Inúmeros têm sido a quantidade daqueles que se debruçam sobre o tema, o cangaço, como também têm sido as definições da palavra em apreço, sendo, contudo, Câmara Cascudo, o mais consultado nesse campo, situo-me em Ecaurepaire, que em 1.889, registrou: “sendo o cangaço o conjunto de armas que costumam conduzir as volantes”. E este semanário, hoje recipiendário da cultura sertaneja, ao longo deste mês de julho, em que se comemoram os setenta anos da extinção do cangaço no Nordeste (1.938-2.008), vem mostrando relevantes reportagens, mostrando sem retoques e emblemática vida do cangaço, nas duas décadas que pontificou nas terras sertanejas nordestinas, espalhando o medo e o terror as famílias.
As desavenças de famílias e visinhos, criaram o banditismo no Nordeste, junto à prepotência dos rancorosos fazendeiros, pois ser bandido ou ostentar esse nome, parecia ser bonito para a época, quando muitos jovens atraídos pelas atrocidades de Lampião e seu bando, deixavam suas famílias e ingressavam no bando do bandoleiro Lampião, inspirando poetas e cantadores a escreverem histórias das mais hilariantes e temíveis. Dada sua pertinácia de pesquisador arguto, Câmara Cascudo, resgatou esta estrofe: “há quatro coisas no mundo/ que alegra um cabra macho/ dinheiro e moça bonita/ cavalo estradeiro e baixo/ cravinote e cartucheira/ pra quem anda no cangaço”. Vê-se ai, prezado leitor, o retrato vivo de uma época. Quando Lampião rasgava os sertões de ponta a ponta, parecia fascinar a determinados elementos, que deixavam tudo para seguir o facínora. Muitas famílias foram dizimadas pelas crueldades de Lampião, Curisco e seu bando.
No começo deste ano, fiz uma visita ao Dr. Sílvio Bulhões, hoje aposentado, ele filho de Curisco, vi naquele homem austero e amigo, uma pessoa de bem, sem sequer ter nada da índole de seu pai, e esta história ele vai mostrar a sociedade num livro que está concluindo, revelando a verdade dos fatos, não cabendo a mim, revelar coisa alguma, ele o fará em tempo hábil, por ser êmulo e testemunha viva dessa saga.

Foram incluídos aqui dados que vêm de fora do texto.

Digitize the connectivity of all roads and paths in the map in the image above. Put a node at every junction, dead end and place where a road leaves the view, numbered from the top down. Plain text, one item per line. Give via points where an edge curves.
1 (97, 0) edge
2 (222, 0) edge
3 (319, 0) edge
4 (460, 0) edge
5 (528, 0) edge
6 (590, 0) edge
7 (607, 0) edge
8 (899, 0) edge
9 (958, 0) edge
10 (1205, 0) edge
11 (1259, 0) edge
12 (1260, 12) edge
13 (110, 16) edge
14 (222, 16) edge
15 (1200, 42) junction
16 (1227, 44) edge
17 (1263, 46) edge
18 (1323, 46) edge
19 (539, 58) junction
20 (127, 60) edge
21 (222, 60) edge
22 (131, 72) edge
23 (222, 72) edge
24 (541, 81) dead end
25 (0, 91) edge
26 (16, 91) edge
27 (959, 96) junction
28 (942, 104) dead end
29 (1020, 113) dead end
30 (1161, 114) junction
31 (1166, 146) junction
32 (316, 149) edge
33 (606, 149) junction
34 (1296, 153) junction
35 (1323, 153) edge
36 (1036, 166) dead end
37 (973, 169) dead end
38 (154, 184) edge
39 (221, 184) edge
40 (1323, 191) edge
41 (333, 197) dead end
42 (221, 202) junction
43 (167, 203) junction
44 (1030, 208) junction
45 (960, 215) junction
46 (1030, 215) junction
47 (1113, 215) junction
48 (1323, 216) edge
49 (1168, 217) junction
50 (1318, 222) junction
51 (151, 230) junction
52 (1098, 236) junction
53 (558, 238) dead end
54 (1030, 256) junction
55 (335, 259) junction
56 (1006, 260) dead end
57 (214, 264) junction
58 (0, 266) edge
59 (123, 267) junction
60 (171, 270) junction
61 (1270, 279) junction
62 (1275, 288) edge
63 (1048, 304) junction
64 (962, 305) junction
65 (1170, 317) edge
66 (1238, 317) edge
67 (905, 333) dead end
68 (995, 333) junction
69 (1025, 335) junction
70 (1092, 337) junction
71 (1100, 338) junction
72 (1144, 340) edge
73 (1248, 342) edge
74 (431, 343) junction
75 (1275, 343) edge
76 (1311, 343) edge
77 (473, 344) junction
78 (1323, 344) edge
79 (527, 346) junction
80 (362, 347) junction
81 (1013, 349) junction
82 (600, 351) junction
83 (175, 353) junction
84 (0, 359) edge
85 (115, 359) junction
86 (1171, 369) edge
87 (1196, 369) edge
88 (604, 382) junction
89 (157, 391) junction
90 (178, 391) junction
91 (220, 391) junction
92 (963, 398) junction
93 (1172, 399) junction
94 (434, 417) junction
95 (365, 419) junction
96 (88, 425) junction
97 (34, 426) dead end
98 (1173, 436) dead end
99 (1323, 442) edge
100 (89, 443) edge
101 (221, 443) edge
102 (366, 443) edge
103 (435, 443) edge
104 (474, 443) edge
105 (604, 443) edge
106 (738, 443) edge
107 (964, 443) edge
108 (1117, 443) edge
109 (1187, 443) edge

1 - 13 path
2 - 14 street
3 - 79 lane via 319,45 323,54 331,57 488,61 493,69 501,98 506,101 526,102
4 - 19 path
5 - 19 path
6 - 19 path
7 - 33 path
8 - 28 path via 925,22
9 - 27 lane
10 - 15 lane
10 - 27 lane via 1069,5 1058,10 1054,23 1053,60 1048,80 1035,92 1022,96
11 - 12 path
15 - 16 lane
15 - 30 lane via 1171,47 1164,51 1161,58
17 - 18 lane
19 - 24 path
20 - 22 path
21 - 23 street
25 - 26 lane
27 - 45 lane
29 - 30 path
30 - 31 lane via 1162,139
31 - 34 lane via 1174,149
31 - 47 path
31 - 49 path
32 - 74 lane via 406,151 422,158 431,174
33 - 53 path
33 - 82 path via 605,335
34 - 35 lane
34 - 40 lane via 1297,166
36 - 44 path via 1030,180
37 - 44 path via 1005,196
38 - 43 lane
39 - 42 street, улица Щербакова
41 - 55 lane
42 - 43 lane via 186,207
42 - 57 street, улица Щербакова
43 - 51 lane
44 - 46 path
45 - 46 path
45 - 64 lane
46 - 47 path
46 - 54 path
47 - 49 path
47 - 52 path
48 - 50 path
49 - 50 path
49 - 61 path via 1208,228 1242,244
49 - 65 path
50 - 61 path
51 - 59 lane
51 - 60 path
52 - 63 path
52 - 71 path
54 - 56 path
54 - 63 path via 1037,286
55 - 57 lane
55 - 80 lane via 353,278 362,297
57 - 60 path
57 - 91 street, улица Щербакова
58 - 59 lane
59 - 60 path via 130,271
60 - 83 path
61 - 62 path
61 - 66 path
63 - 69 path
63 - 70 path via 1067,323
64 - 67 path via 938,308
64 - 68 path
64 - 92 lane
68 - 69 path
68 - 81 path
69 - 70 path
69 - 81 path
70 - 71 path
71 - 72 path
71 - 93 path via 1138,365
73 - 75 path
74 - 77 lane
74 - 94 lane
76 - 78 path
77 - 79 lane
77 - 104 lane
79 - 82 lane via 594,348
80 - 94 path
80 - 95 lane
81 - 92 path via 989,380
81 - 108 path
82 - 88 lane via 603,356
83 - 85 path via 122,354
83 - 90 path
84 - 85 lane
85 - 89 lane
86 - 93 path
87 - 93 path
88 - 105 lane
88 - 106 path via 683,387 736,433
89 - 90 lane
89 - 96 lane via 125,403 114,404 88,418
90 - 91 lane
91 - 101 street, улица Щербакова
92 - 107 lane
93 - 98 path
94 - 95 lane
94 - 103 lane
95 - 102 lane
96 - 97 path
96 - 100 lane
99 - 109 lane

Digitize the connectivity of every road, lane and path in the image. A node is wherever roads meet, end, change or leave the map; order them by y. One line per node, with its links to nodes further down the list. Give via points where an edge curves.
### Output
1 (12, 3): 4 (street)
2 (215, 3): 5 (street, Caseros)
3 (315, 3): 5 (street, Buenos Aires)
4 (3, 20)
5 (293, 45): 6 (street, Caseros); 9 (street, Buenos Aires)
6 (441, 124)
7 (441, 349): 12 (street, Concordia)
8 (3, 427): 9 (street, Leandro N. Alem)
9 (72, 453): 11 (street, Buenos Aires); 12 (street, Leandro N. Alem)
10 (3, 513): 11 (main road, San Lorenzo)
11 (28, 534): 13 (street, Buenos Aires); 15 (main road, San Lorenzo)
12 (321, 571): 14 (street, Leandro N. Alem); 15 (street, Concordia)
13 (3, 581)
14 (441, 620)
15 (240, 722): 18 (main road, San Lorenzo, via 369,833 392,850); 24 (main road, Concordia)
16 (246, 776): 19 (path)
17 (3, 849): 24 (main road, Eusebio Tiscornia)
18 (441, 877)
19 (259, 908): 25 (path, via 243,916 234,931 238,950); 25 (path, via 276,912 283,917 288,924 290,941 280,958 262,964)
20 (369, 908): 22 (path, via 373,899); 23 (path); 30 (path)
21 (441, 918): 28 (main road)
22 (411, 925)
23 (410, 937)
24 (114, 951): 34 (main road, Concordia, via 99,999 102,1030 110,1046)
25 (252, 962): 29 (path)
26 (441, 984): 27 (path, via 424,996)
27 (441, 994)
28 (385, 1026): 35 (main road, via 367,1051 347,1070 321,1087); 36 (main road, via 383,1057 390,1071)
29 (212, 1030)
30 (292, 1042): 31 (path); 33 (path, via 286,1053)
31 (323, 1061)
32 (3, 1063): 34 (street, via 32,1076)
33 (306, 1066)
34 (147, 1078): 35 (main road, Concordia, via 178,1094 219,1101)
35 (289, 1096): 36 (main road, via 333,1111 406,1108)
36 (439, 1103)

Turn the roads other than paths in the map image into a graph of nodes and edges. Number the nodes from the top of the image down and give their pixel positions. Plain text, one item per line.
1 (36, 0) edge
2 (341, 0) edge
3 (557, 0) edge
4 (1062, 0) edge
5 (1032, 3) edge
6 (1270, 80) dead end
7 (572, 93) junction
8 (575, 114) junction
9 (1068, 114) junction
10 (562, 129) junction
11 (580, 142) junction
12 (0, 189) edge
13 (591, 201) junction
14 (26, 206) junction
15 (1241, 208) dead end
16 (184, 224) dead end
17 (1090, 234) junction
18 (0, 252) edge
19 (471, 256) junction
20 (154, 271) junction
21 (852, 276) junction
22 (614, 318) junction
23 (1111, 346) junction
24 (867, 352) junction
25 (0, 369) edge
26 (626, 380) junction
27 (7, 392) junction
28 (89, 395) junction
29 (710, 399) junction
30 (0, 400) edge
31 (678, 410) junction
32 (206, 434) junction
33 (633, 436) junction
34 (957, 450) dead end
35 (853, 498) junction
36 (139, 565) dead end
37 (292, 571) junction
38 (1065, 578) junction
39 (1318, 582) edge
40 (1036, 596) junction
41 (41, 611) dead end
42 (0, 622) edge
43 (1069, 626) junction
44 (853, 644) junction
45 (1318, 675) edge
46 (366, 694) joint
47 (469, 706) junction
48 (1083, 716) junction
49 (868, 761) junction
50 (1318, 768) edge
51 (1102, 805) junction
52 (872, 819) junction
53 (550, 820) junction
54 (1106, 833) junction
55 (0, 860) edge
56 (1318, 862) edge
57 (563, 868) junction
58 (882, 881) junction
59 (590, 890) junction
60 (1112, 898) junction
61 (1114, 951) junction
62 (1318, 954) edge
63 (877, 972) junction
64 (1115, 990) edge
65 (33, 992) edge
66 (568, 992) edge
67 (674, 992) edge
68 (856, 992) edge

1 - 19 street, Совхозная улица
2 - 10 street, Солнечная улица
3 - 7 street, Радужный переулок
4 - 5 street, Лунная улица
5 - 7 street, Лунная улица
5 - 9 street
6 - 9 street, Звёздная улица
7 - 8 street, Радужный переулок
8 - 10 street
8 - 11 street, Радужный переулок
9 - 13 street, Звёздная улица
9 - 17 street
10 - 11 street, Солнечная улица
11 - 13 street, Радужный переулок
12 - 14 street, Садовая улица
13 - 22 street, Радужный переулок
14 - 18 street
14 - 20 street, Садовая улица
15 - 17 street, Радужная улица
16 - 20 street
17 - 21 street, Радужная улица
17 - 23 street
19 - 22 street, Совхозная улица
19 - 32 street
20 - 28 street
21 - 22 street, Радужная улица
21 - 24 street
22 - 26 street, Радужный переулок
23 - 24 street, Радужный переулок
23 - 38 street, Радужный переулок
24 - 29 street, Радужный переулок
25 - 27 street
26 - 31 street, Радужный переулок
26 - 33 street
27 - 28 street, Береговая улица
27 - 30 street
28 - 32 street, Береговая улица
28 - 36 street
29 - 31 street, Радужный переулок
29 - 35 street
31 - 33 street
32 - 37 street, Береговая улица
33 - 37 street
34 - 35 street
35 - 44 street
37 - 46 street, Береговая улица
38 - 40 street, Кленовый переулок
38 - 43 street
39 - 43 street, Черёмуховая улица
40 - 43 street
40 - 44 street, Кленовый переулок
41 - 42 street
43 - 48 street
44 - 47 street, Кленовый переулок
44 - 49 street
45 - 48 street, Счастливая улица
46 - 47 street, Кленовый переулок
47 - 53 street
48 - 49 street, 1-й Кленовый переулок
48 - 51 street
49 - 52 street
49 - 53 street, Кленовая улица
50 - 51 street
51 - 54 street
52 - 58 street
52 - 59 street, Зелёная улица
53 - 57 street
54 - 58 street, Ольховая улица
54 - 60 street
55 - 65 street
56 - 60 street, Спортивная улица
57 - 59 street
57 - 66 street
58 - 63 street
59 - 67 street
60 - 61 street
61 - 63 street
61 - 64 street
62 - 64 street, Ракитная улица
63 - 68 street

Muitos que desconhecem a verdadeira história do cangaço criam fatos até miraculosos, entretanto, existem verdadeiros biógrafos que são corretos em seus escritos, como Bezerra e Silva, Valdemar de Lima, Aglae Lima de Oliveira, Capitão João Bezerra, Zezito Guedes, mesmo com muito florilégio, ainda considero o Pe. Frederico Bezerra Maciel, no campo histórico, o mais completo, exagerando nas peripécias de Lampião e Maria Bonita. Mesmo que a história reestude a saga do cangaço, nunca poderá fugir da realidade dos fatos, omitindo-se, como muitos sociólogos, hoje querem fazer, dando uma nova dimensão a essa história, não se pode negar a frieza, a astúcia, à perversidade, a falta de amor ao próximo, a insensibilidade de Lampião e seus asseclas, isto está patente em todas suas ações, não é uma pequena obra de caridade, que porventura ele tenha feito, e, certamente o fez, que vai modificar toda uma história de perversidade em cima de seu semelhante, suas atrocidades praticadas com as famílias continuam vivas, as feridas do corpo, cicatrizam-se, porém as da alma levam-se ao túmulo, e mais, chegarão aos pés de Deus.
A história está a registrar setenta anos do extermínio do cangaço, sabe-se que, hoje também se mata, se seqüestra, mas existe ainda o respeito à pessoa humana. Dizem até que Pe. Cícero deu patente de capitão a Lampião, como quererem enxovalhar e macular a alma de um justo, nessa famigerada patente, ostentada por Lampião, não consta assinatura do padre santo, o padre, sim, pediu a Lampião que deixasse o cangaço, e fosse viver dignamente noutro Estado, o que ele prometeu, mas não o fez, porque estava arraigado até a medula no cangaço, pois padre Cícero, em ser contemporâneo de Lampião, jamais o acobertou em seus desmandos e crimes hediondos, aconselhava-o sim a abandonar a má vida, nas poucas vezes que se encontrou com o bandoleiro. Não sou pesquisador do cangaço, e nem pretendo sê-lo, para se sentir nas entrelinhas da história a verdade dos fatos.